Assigned task> Output every record word for word, minus the pictures.

Material for this exercise>
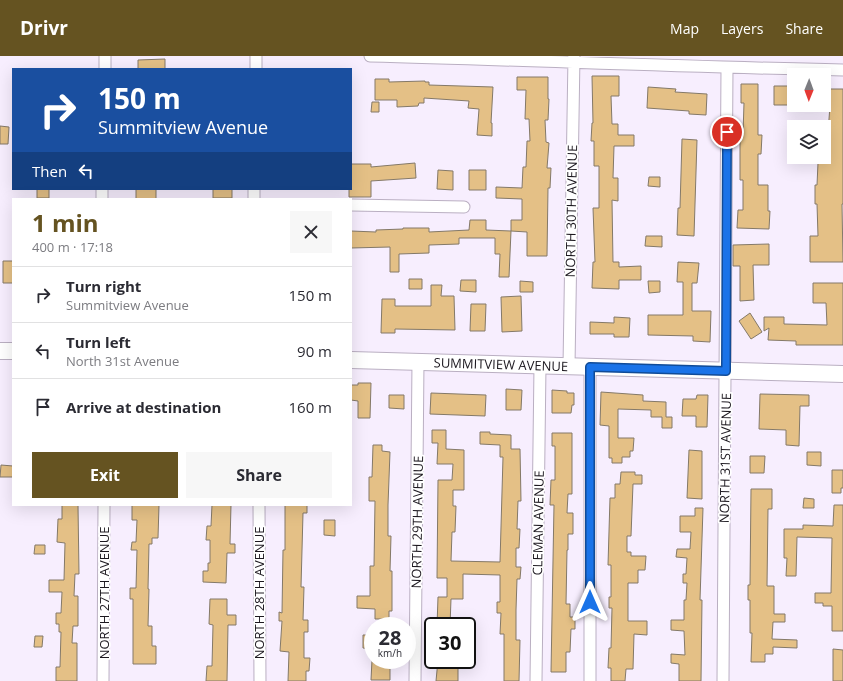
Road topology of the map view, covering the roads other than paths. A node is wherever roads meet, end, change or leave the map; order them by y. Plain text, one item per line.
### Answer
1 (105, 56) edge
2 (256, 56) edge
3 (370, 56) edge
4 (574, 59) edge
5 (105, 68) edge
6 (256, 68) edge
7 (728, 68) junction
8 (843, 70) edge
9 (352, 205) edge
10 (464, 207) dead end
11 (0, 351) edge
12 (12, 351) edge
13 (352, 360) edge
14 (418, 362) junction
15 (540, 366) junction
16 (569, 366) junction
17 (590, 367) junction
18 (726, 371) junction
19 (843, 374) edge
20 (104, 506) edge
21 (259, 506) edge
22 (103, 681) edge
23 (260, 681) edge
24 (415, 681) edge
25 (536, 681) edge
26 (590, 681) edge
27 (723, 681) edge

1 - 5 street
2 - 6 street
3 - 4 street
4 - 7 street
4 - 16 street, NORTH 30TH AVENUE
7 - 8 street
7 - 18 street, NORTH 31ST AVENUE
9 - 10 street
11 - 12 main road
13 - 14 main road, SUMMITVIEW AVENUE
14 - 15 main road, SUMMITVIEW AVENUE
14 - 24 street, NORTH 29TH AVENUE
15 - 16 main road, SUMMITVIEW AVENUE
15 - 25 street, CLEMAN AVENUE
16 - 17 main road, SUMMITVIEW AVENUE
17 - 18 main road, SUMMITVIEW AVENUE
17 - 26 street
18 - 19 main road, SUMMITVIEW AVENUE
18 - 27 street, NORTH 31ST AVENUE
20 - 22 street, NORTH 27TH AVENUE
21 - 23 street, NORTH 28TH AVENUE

Response box>
Road topology of the map view, covering the roads other than paths. A node is wherever roads meet, end, change or leave the map; order them by y. Plain text, one item per line.
### Answer
1 (105, 56) edge
2 (256, 56) edge
3 (370, 56) edge
4 (574, 59) edge
5 (105, 68) edge
6 (256, 68) edge
7 (728, 68) junction
8 (843, 70) edge
9 (352, 205) edge
10 (464, 207) dead end
11 (0, 351) edge
12 (12, 351) edge
13 (352, 360) edge
14 (418, 362) junction
15 (540, 366) junction
16 (569, 366) junction
17 (590, 367) junction
18 (726, 371) junction
19 (843, 374) edge
20 (104, 506) edge
21 (259, 506) edge
22 (103, 681) edge
23 (260, 681) edge
24 (415, 681) edge
25 (536, 681) edge
26 (590, 681) edge
27 (723, 681) edge

1 - 5 street
2 - 6 street
3 - 4 street
4 - 7 street
4 - 16 street, NORTH 30TH AVENUE
7 - 8 street
7 - 18 street, NORTH 31ST AVENUE
9 - 10 street
11 - 12 main road
13 - 14 main road, SUMMITVIEW AVENUE
14 - 15 main road, SUMMITVIEW AVENUE
14 - 24 street, NORTH 29TH AVENUE
15 - 16 main road, SUMMITVIEW AVENUE
15 - 25 street, CLEMAN AVENUE
16 - 17 main road, SUMMITVIEW AVENUE
17 - 18 main road, SUMMITVIEW AVENUE
17 - 26 street
18 - 19 main road, SUMMITVIEW AVENUE
18 - 27 street, NORTH 31ST AVENUE
20 - 22 street, NORTH 27TH AVENUE
21 - 23 street, NORTH 28TH AVENUE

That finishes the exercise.